H2020 ROBS4CROPS Project: Robots to protect crops
- Type Project
- Status Firmado
- Execution 2021 -2024
- Assigned Budget 6.834.121,5 €
- Scope Europeo
- Main source of financing H2020
- Project website Proyecto ROBS4CROPS
Agriculture is susceptible to labor costs and shortages, and making farming practices more efficient and sustainable is critical. The EU-funded ROBS4CROPS project is a vital catalyst for accelerating high-tech robotics and automated technologies in the European food and agriculture industry. Building on existing farm machinery, standards, and best practices, the four-year project will shape and deliver a flexible, modular, and fully autonomous system ready for large-scale commercial trials. Trials will be conducted in collaboration with commercial farms and business leaders in France, Greece, Spain, and the Netherlands. ROBS4CROPS will significantly reduce farmers' reliance on hired labor, increase safety, reduce input use, and reduce the overall carbon footprint of food production.
The project is progressing as planned.
- In WP1 (Ecosystem Building), co-design sessions continued with a variety of stakeholders.
- In WP2 (Smart Implements), the smart sprayers and weeders were completed, particularly through the installation of sensors to monitor the operation of the weeders. ISOBUS TIM was (partially) implemented.

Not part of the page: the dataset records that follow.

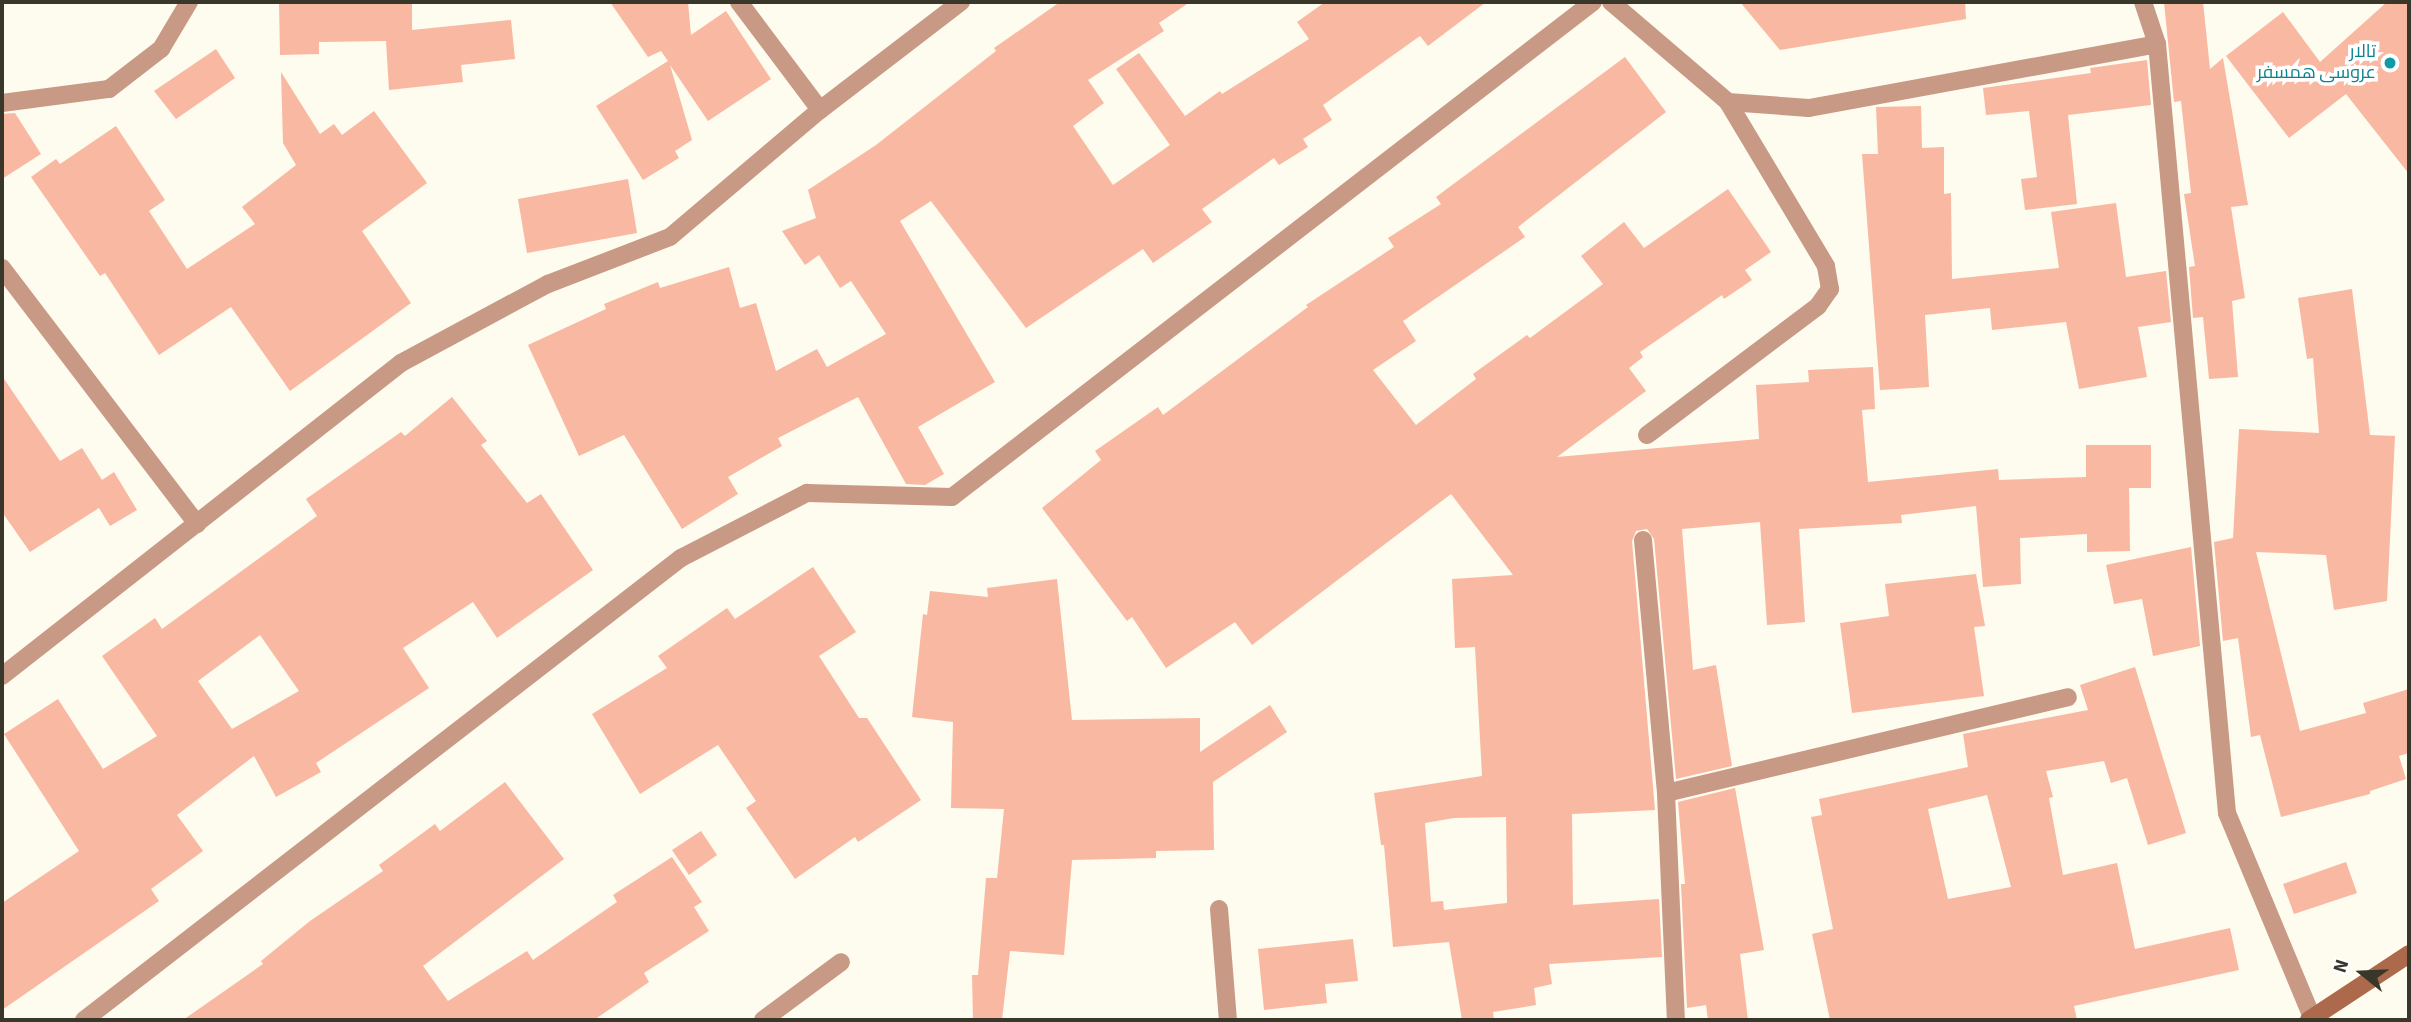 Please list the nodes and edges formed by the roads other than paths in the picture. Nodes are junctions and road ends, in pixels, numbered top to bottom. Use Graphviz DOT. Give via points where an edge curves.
graph roads {
  1 [pos="189,2"];
  2 [pos="739,2"];
  3 [pos="961,2"];
  4 [pos="1593,2"];
  5 [pos="1611,2"];
  6 [pos="2143,2"];
  7 [pos="2157,44"];
  8 [pos="1728,102"];
  9 [pos="2,103"];
  10 [pos="820,110"];
  11 [pos="2,268"];
  12 [pos="1647,435"];
  13 [pos="197,524"];
  14 [pos="1643,540"];
  15 [pos="2,676"];
  16 [pos="2068,697"];
  17 [pos="1667,793"];
  18 [pos="1219,909"];
  19 [pos="2409,954"];
  20 [pos="841,962"];
  21 [pos="2311,1019"];
  22 [pos="84,1020"];
  23 [pos="763,1020"];
  24 [pos="1228,1020"];
  25 [pos="1676,1020"];
  1 -- 9 [label="street" via="161,49 109,89"];
  2 -- 10 [label="street"];
  3 -- 10 [label="street"];
  4 -- 22 [label="street" via="952,497 807,493 681,558"];
  5 -- 8 [label="street"];
  6 -- 7 [label="street"];
  7 -- 8 [label="street" via="1808,108"];
  7 -- 21 [label="street" via="2227,813"];
  8 -- 12 [label="street" via="1826,266 1830,289 1818,306"];
  10 -- 13 [label="street" via="670,237 548,284 401,363"];
  11 -- 13 [label="street"];
  13 -- 15 [label="street"];
  14 -- 17 [label="street"];
  16 -- 17 [label="street"];
  17 -- 25 [label="street"];
  18 -- 24 [label="street"];
  19 -- 21 [label="main road"];
  20 -- 23 [label="street"];
} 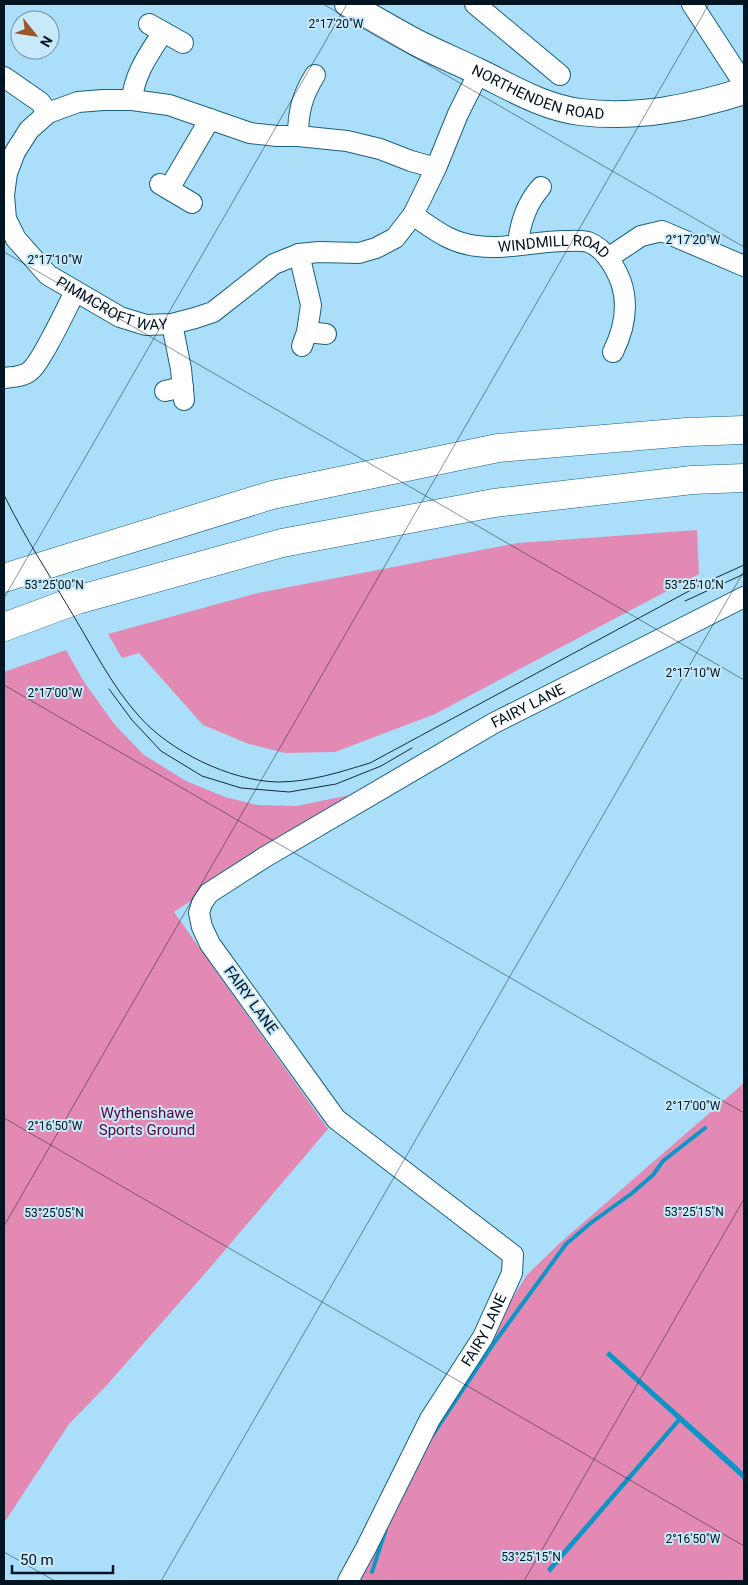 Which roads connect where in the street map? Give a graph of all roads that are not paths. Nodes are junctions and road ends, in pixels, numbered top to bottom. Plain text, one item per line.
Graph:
1 (348, 4) edge
2 (477, 4) edge
3 (692, 4) edge
4 (183, 43) dead end
5 (479, 72) junction
6 (560, 75) dead end
7 (4, 77) edge
8 (307, 77) dead end
9 (744, 84) edge
10 (744, 91) edge
11 (132, 100) junction
12 (48, 112) junction
13 (210, 119) junction
14 (298, 136) junction
15 (436, 168) junction
16 (541, 187) dead end
17 (192, 204) dead end
18 (413, 215) junction
19 (518, 244) junction
20 (299, 254) junction
21 (608, 258) junction
22 (744, 266) edge
23 (75, 292) junction
24 (172, 324) junction
25 (311, 337) dead end
26 (621, 349) dead end
27 (4, 378) edge
28 (178, 393) dead end
29 (744, 430) edge
30 (744, 478) edge
31 (4, 578) edge
32 (744, 597) edge
33 (4, 627) edge
34 (348, 1581) edge

1 - 5 main road, NORTHENDEN ROAD
2 - 6 street, NORTHENDEN ROAD
3 - 9 street
4 - 11 street
5 - 10 main road, NORTHENDEN ROAD
5 - 15 street, PIMMCROFT WAY
7 - 12 street
8 - 14 street
11 - 12 street, PIMMCROFT WAY
11 - 13 street, PIMMCROFT WAY
12 - 23 street, PIMMCROFT WAY
13 - 14 street, PIMMCROFT WAY
13 - 17 street
14 - 15 street, PIMMCROFT WAY
15 - 18 street, PIMMCROFT WAY
16 - 19 street
18 - 19 street, WINDMILL ROAD
18 - 20 street, PIMMCROFT WAY
19 - 21 street, WINDMILL ROAD
20 - 24 street, PIMMCROFT WAY
20 - 25 street
21 - 22 street
21 - 26 street, WINDMILL ROAD
23 - 24 street, PIMMCROFT WAY
23 - 27 street
24 - 28 street
29 - 31 highway
30 - 33 highway
32 - 34 street, FAIRY LANE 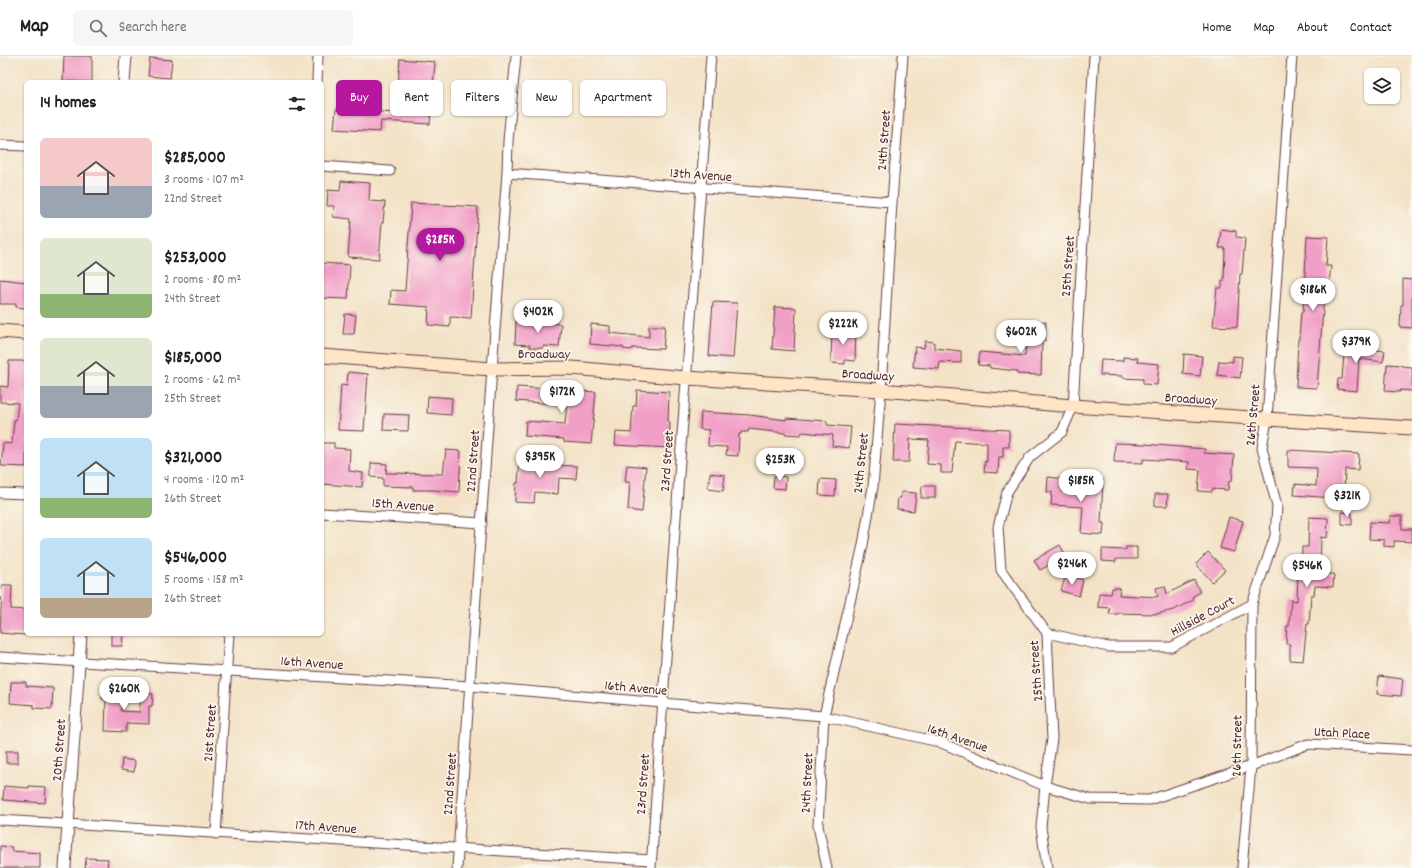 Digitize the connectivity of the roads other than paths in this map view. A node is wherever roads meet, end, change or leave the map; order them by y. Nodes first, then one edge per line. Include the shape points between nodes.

- In WP3 (Autonomous Vehicles), the retrofitting of two conventional tractors for autonomous operation began and is almost complete. Lidar-based navigation was implemented to overcome the lack of reliable RTK-GNSS signals for pilots in Greece and Spain.
- In WP4 (Farming Controller), the framework for communication between vehicles, implements, and the ERP was further developed and widely deployed in the field. Work has been done on resource orchestration and optimization.
- In WP5 (Tests), component testing and integrated system testing have been performed for the four robotic systems.
- In WP6 (Large-Scale Pilots), work on the large-scale pilots was coordinated, ensuring that scientific measurements were performed to assess the KPIs defined above, and coordinating between technical developers and stakeholders involved in the pilots.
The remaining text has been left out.